Here is a video with close-ups of the faces and other details:




"Meet Miss Ruth Sherwood, from Columbus, Ohio, the Middle of the Universe!"

- Brian Aherne introducing Rosalind Russell in  My Sister Eileen (1942)

Mandryka

Quote from: vandermolen on February 07, 2023, 12:07:24 PMJacob Wrestling with the Angel (c.1942)
By Sir Jacob Epstein
(carved alabaster)
Tate Gallery, London
This monumental work depicts the well-known theme from the Book of Genesis.
Jacob is wrestling with a stranger in a struggle that will last throughout the night. In the morning, the assailant reveals himself to be an angel and blesses Jacob for not abandoning the struggle. Though apparently locked in combat, the figures here seem to embrace and kiss, adding a charged sexual undertone to the sculpture. The work was carved from a single block of coloured alabaster. This work was carved in the middle of the Second World War and is a deeply personal work on the part of the artist who shared its hero's name.

I've known this one for what feels like all my life. It's certainly impressive in the context. Very often battle scenes in sculpture seem to be like throes of passion, there's one in the V and A -- maybe Samson killing someone -- with the bodies, naked of course --  intertwined.
Wovon man nicht sprechen kann, darüber muss man schweigen

Mandryka

Here's the Westminster Burghers of Calais (Rodin)



The think that I like about it is the feet.
Wovon man nicht sprechen kann, darüber muss man schweigen

vandermolen

Quote from: Mandryka on February 09, 2023, 08:43:26 AMI've known this one for what feels like all my life. It's certainly impressive in the context.
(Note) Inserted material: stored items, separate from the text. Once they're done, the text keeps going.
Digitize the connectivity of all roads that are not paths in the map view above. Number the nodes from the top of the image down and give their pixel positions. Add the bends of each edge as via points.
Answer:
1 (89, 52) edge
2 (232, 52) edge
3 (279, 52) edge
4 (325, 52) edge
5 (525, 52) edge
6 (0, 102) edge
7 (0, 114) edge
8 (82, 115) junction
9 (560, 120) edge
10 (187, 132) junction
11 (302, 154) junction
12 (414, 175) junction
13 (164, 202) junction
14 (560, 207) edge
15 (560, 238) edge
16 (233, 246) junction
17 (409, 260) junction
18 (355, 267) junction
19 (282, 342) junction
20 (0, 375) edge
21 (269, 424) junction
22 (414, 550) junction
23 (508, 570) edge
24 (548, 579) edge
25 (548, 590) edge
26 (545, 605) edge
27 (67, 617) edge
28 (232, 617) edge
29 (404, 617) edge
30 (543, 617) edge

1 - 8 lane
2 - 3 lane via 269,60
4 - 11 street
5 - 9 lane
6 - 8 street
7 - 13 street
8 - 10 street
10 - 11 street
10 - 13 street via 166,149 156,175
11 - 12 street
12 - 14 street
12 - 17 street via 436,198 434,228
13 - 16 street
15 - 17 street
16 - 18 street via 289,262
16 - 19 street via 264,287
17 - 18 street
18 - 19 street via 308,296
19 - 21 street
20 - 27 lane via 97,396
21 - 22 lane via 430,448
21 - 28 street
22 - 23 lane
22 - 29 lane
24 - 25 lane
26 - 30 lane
Very often battle scenes in sculpture seem to be like throes of passion, there's one in the V and A -- maybe Samson killing someone -- with the bodies, naked of course --  intertwined.
Interesting to know. Epstein is one of my favourite sculptors.
"Courage is going from failure to failure without losing enthusiasm" (Churchill).

'The test of a work of art is, in the end, our affection for it, not our ability to explain why it is good' (Stanley Kubrick).